[Joint position lists]
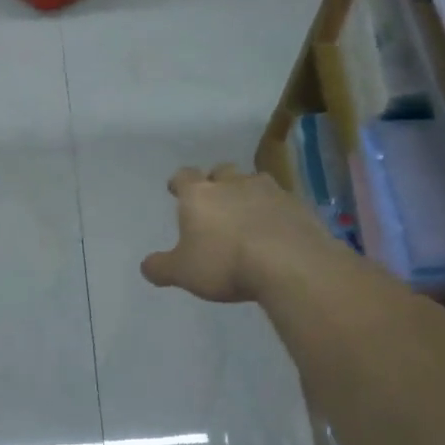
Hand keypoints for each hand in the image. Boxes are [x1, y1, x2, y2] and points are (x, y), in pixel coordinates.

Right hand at [141, 163, 331, 303]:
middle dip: (216, 182)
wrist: (289, 263)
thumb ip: (161, 267)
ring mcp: (269, 191)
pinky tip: (274, 230)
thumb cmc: (225, 263)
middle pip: (221, 172)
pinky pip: (280, 202)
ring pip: (253, 182)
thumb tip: (146, 266)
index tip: (176, 189)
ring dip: (247, 194)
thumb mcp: (183, 273)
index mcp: (199, 195)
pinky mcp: (298, 205)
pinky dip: (274, 211)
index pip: (184, 176)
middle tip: (214, 200)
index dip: (179, 182)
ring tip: (247, 214)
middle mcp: (233, 184)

» EXERCISE INSTRUCTIONS:
Scan the data for lines containing "pinky" and copy all of them.

» EXERCISE RESULT:
pinky tip: (274, 230)
pinky pip: (280, 202)
pinky mcp: (298, 205)
pinky dip: (274, 211)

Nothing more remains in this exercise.